_Records for the task_
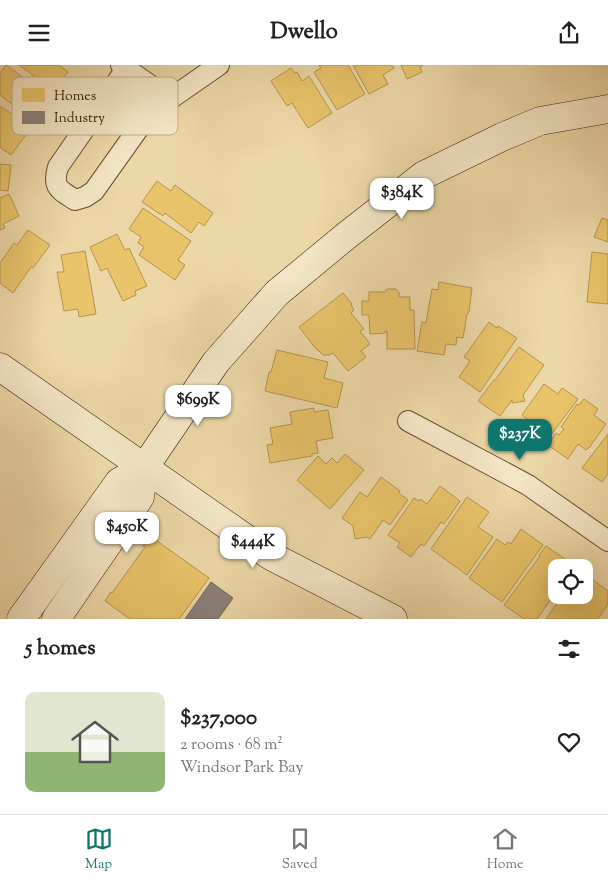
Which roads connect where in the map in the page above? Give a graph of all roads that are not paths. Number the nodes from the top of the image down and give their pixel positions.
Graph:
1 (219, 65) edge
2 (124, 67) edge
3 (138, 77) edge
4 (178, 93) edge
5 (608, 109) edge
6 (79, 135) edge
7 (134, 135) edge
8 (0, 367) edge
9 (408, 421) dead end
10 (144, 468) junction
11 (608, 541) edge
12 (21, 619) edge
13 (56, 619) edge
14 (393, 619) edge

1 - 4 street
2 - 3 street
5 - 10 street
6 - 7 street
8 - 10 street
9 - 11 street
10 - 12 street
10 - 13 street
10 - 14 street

* * *

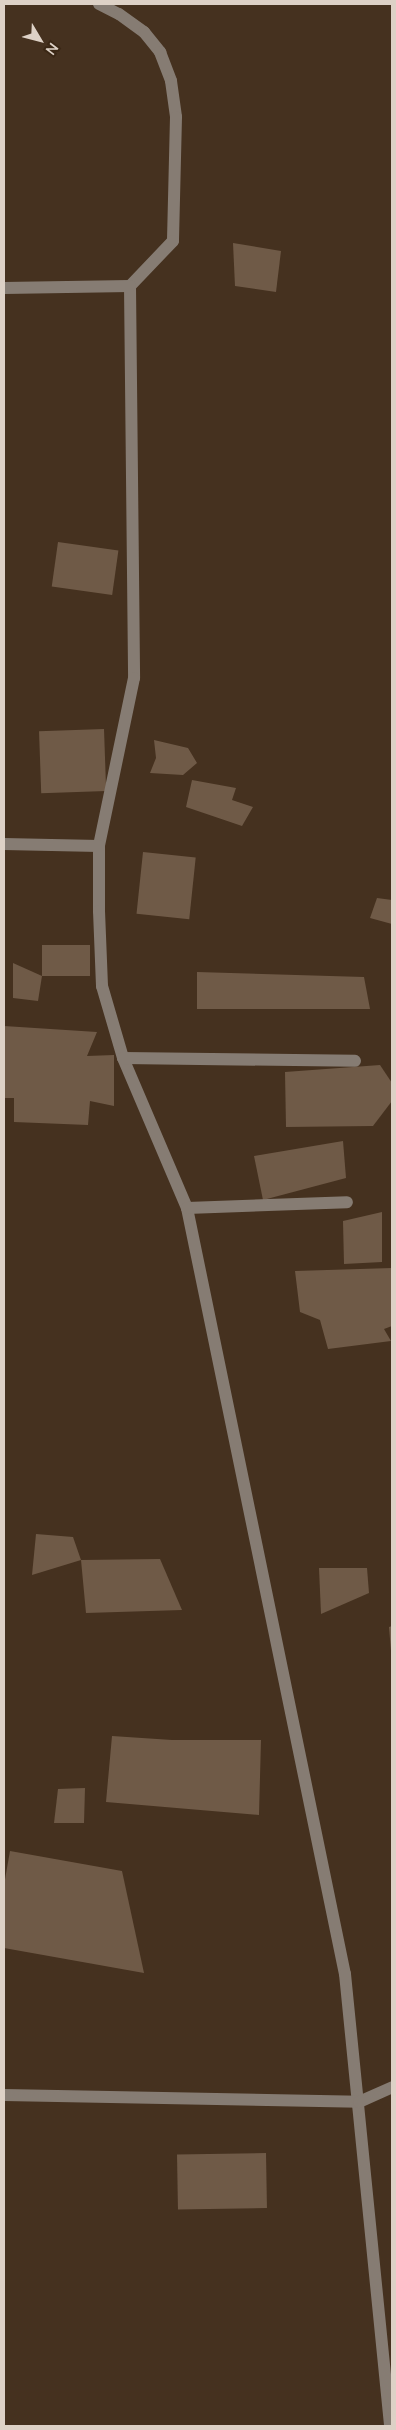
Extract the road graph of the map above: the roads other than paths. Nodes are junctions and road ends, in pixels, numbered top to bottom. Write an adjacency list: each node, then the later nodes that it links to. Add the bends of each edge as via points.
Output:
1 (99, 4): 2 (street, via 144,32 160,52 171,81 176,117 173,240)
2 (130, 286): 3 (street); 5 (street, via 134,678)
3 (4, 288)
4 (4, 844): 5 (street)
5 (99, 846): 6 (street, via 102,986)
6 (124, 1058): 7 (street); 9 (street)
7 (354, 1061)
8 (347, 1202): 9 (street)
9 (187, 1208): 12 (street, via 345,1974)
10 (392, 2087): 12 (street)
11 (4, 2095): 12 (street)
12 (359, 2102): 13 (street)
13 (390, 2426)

_Exercise brief_
From the records above, pull out each line that has "paths".

_Final answer_
Which roads connect where in the map in the page above? Give a graph of all roads that are not paths. Number the nodes from the top of the image down and give their pixel positions.
Extract the road graph of the map above: the roads other than paths. Nodes are junctions and road ends, in pixels, numbered top to bottom. Write an adjacency list: each node, then the later nodes that it links to. Add the bends of each edge as via points.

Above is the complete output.